"""

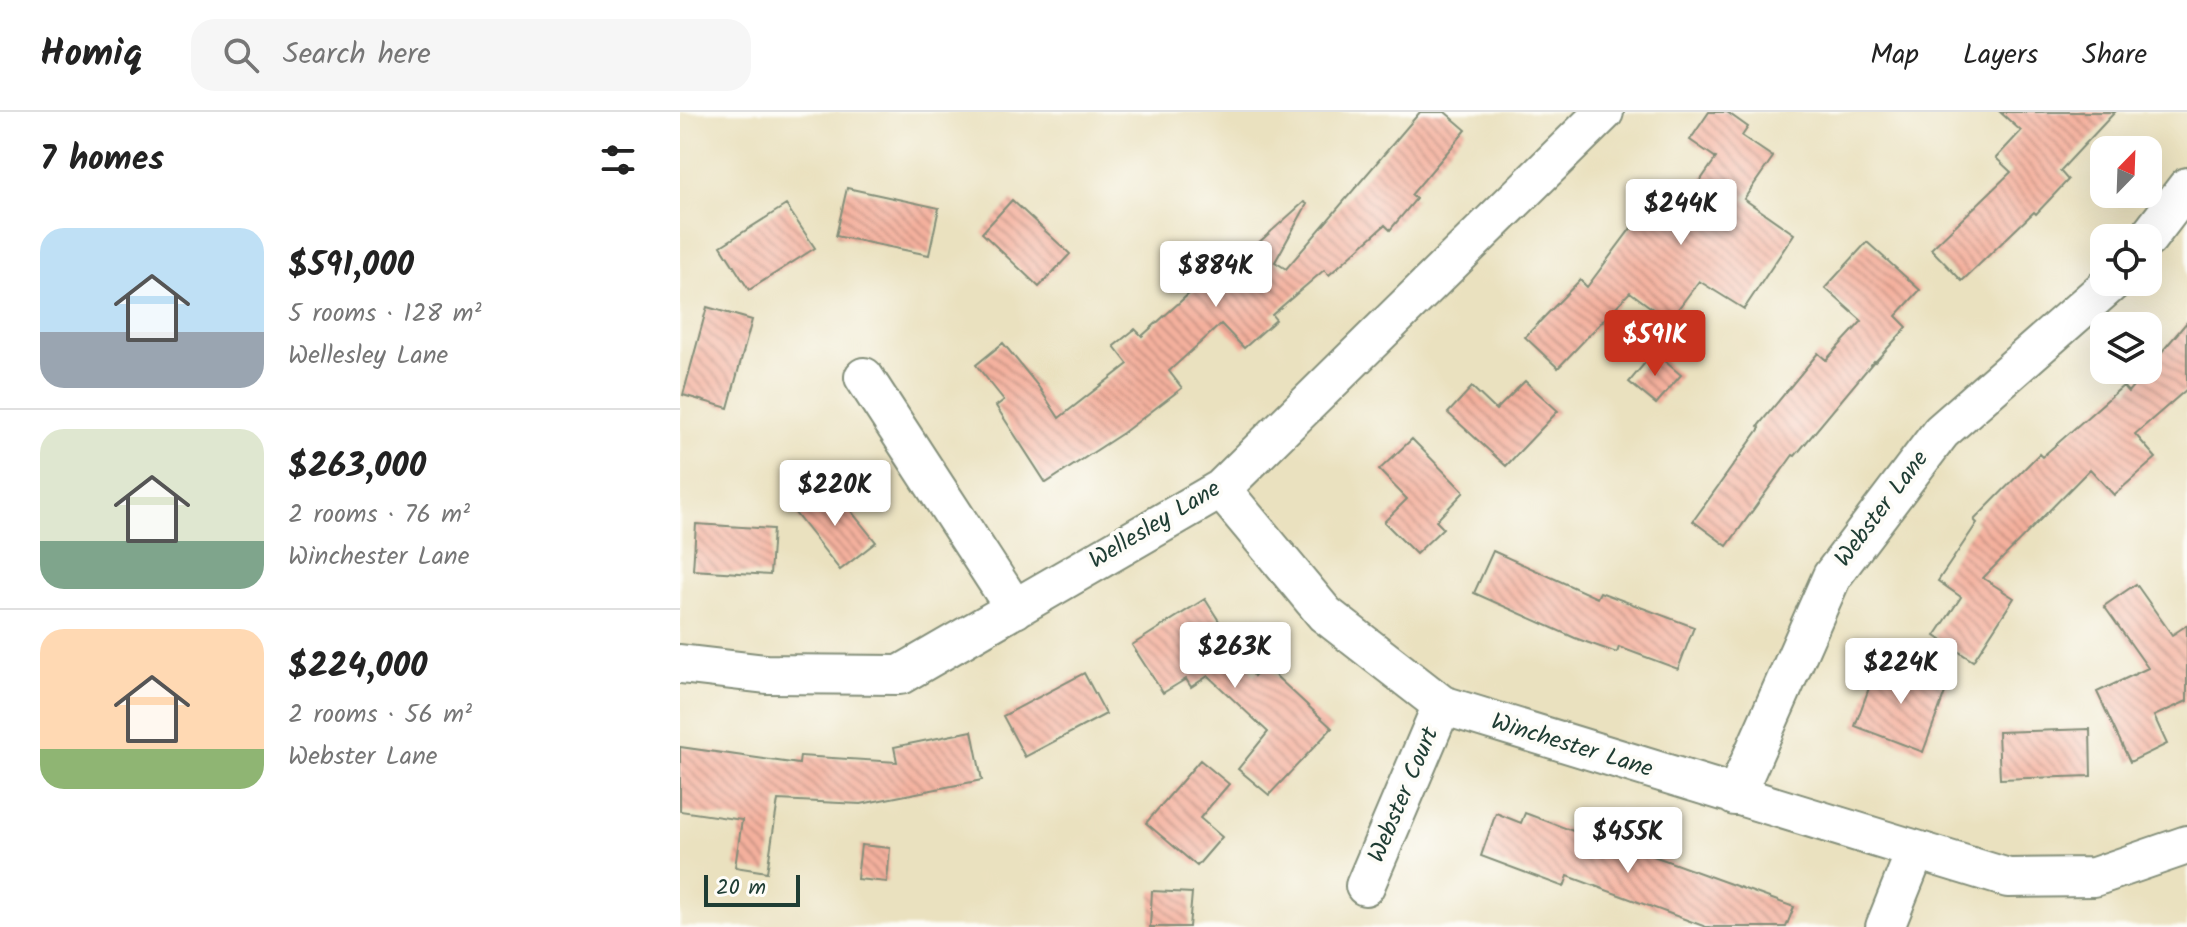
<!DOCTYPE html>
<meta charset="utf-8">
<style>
:root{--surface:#fff;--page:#f6f6f6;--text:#222;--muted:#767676;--line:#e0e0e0;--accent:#c8321e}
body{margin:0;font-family:Kalam,sans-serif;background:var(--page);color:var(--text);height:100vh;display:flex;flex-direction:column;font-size:30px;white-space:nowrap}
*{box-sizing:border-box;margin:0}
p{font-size:26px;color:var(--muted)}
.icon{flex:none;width:44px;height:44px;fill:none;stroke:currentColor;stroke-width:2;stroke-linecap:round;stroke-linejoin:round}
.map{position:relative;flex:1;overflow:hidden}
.side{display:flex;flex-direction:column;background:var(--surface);width:680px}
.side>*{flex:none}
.needle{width:52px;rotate:23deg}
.buttons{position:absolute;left:1410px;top:24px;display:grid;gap:16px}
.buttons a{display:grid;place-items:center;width:72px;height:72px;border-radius:16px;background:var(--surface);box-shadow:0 8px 32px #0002;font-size:40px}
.scale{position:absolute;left:24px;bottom:20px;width:96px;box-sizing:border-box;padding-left:8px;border:4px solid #1f3d34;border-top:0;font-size:22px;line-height:28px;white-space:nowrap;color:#1f3d34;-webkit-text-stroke:6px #fdfcf7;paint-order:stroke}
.price{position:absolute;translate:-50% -68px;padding:0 18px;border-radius:8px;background:#fff;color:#222;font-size:26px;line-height:52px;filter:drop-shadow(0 2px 4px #0008)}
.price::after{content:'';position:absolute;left:50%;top:48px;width:24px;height:18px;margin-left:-12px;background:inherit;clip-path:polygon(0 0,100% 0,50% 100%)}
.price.on{background:var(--accent);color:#fff}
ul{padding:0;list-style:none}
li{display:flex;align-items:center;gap:24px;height:200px;padding:0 40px}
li+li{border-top:2px solid var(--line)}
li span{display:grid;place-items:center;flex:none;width:224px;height:160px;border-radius:24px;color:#555}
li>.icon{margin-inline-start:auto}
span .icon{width:96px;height:96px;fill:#fffc;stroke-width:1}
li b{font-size:34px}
h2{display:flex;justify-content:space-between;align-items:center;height:96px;padding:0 40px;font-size:34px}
header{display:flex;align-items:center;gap:48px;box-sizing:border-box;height:112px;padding:0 40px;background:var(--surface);border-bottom:2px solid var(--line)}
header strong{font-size:38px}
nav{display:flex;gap:44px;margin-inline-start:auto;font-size:28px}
.search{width:560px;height:72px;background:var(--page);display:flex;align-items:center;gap:20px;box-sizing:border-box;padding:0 28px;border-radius:24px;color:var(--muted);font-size:30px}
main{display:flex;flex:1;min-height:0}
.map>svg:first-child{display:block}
.building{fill:url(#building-back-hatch)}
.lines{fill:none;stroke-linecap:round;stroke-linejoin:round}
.street-casing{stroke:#848f7a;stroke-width:42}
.street{stroke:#fff;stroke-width:38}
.labels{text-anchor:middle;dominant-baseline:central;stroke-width:8;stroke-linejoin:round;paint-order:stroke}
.street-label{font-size:24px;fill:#1f3d34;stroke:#fdfcf7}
</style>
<header>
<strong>Homiq</strong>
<div class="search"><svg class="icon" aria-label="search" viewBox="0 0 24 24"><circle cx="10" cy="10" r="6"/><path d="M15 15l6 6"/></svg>Search here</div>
<nav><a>Map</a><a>Layers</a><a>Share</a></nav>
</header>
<main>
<section class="side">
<h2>7 homes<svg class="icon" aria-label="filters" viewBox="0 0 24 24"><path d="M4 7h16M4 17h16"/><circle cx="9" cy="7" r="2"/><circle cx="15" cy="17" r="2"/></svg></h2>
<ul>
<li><span style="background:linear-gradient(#bfe0f5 65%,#9aa5b1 0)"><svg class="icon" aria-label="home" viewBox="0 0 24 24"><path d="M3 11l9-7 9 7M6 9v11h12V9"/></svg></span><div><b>$591,000</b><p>5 rooms · 128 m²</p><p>Wellesley Lane</p></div></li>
<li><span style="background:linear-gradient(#dfe7d0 70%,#7fa58c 0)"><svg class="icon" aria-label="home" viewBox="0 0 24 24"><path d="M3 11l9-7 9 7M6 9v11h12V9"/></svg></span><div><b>$263,000</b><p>2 rooms · 76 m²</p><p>Winchester Lane</p></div></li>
<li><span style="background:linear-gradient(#ffd9b3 75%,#8fb573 0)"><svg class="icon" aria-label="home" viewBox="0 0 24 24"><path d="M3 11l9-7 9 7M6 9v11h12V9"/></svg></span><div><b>$224,000</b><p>2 rooms · 56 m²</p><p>Webster Lane</p></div></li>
</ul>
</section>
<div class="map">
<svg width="1507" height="815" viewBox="0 0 1507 815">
<defs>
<pattern id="building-back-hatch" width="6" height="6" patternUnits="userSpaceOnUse" patternTransform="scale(2)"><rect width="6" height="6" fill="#f4b09d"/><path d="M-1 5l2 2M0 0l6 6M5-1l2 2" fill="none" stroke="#c59081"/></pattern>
</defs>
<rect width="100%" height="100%" fill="#fdfcf7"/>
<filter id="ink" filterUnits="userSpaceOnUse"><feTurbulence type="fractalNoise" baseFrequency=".0125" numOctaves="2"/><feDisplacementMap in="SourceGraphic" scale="16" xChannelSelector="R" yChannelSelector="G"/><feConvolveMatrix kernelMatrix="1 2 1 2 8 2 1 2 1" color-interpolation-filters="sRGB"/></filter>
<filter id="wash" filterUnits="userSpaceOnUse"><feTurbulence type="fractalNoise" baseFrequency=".006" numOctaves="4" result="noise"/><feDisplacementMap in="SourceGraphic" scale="32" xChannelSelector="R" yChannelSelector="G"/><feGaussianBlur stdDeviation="1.8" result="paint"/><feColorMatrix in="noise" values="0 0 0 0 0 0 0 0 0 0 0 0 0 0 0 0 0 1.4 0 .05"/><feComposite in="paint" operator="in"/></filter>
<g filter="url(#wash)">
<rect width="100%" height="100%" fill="#eae1bf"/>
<g id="blocks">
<path class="building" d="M 740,0 L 765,0 L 786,18 L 731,83 L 736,87 L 710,118 L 705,113 L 649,163 L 644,158 L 592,203 L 596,208 L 564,236 L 541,212 L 489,259 L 502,276 L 443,321 L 366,371 L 316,294 L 324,288 L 296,253 L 323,231 L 358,274 L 379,306 L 448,252 L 434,234 L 455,217 L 462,224 L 551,144 L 557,150 L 624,90 L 627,92 L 595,150 L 606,157 Z
M 1029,0 L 1047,0 L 1068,15 L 1062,24 L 1093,45 L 1064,87 L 1114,122 L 1064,197 L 1019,169 L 989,209 L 950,180 L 878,256 L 845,225 L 900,168 L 907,175 L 972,88 L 995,105 L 1036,46 L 1010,28 Z
M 1320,0 L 1435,0 L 1380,59 L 1388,68 L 1356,102 L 1354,100 L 1282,169 L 1251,137 L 1331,60 L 1316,46 L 1341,19 Z
M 167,76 L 259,96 L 249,143 L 156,124 Z
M 332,88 L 390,142 L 359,175 L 302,121 Z
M 106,93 L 135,136 L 69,178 L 41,134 Z
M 1187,130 L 1240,178 L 1216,204 L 1227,215 L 1195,250 L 1194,249 L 1115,344 L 1113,343 L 1047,434 L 1013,409 L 1080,316 L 1078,314 L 1138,241 L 1146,248 L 1182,209 L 1145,176 Z
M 27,195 L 72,208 L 48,296 L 3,283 Z
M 1507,210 L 1507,277 L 1455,322 L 1476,346 L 1434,383 L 1410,357 L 1303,466 L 1334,486 L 1293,549 L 1255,524 L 1281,485 L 1258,469 L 1297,411 L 1294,408 L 1359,342 L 1362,345 L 1443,274 L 1448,280 Z
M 974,240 L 1001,263 L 976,292 L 949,270 Z
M 845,269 L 878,299 L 826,354 L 768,301 L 792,275 L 816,298 Z
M 732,327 L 784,380 L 756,409 L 763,416 L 736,442 L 704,410 L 727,387 L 699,358 Z
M 150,373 L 196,430 L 160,458 L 115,401 Z
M 16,412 L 93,417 L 90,463 L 13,458 Z
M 813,439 L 917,486 L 920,480 L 1014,515 L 998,557 L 939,535 L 937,541 L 895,526 L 794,481 Z
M 1456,472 L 1492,523 L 1507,513 L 1507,589 L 1474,604 L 1487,632 L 1450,650 L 1417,580 L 1468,556 L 1424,494 Z
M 525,487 L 574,564 L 584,553 L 652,616 L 589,683 L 558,657 L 588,620 L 528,564 L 511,575 L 506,567 L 483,581 L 452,533 Z
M 1199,549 L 1267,575 L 1243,640 L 1175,614 Z
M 404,561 L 426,602 L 345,645 L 323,604 Z
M 1410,617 L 1411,664 L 1320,667 L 1318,620 Z
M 292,619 L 302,668 L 181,692 L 98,688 L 87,760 L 55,755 L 62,708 L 0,699 L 0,635 L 119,652 L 120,644 L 217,650 L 214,635 Z
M 520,648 L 549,672 L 520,706 L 542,725 L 517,754 L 466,711 Z
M 816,701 L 841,711 L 845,701 L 944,738 L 946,734 L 1114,795 L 1106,815 L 1026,815 L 888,764 L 884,775 L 801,744 Z
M 181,733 L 210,736 L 207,770 L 177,767 Z
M 472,779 L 512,781 L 509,815 L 470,815 Z"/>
</g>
</g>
<g filter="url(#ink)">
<use href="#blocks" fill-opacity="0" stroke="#848f7a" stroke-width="2"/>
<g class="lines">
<g class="street-casing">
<path id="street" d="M 1468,126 L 1507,75
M 184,265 L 335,497
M 541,377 L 645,502 L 762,593 L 1328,766 L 1414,765 L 1507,733
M 0,552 L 86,562 L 220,563 L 541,377 L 924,0
M 1055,684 L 1152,464 L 1261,320 L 1432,170
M 685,774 L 762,593
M 1205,815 L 1236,738"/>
</g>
<use href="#street" class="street"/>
</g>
</g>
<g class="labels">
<g class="street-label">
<text transform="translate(1202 397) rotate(-53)">Webster Lane</text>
<text transform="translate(475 413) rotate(-31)">Wellesley Lane</text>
<text transform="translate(892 634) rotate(17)">Winchester Lane</text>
<text transform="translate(724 683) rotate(-67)">Webster Court</text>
</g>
</g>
</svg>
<div class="buttons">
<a><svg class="needle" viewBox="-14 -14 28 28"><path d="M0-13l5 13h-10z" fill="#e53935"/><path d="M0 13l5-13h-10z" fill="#767676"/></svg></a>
<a><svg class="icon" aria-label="locate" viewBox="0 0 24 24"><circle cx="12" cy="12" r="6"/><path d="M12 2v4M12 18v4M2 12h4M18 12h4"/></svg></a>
<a><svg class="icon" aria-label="layers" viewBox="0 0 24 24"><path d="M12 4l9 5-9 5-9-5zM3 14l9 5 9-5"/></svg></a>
</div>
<div class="scale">20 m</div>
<b class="price" style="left:1001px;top:135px">$244K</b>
<b class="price" style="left:536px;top:197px">$884K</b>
<b class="price on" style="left:975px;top:266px">$591K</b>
<b class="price" style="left:155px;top:416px">$220K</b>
<b class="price" style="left:555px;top:578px">$263K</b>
<b class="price" style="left:1221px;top:594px">$224K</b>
<b class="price" style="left:948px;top:763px">$455K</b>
</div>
</main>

"""

- [Exercise brief]:
Make a copy of each line in the records that has the word "SourceGraphic".

- [Task response]:
<filter id="ink" filterUnits="userSpaceOnUse"><feTurbulence type="fractalNoise" baseFrequency=".0125" numOctaves="2"/><feDisplacementMap in="SourceGraphic" scale="16" xChannelSelector="R" yChannelSelector="G"/><feConvolveMatrix kernelMatrix="1 2 1 2 8 2 1 2 1" color-interpolation-filters="sRGB"/></filter>
<filter id="wash" filterUnits="userSpaceOnUse"><feTurbulence type="fractalNoise" baseFrequency=".006" numOctaves="4" result="noise"/><feDisplacementMap in="SourceGraphic" scale="32" xChannelSelector="R" yChannelSelector="G"/><feGaussianBlur stdDeviation="1.8" result="paint"/><feColorMatrix in="noise" values="0 0 0 0 0 0 0 0 0 0 0 0 0 0 0 0 0 1.4 0 .05"/><feComposite in="paint" operator="in"/></filter>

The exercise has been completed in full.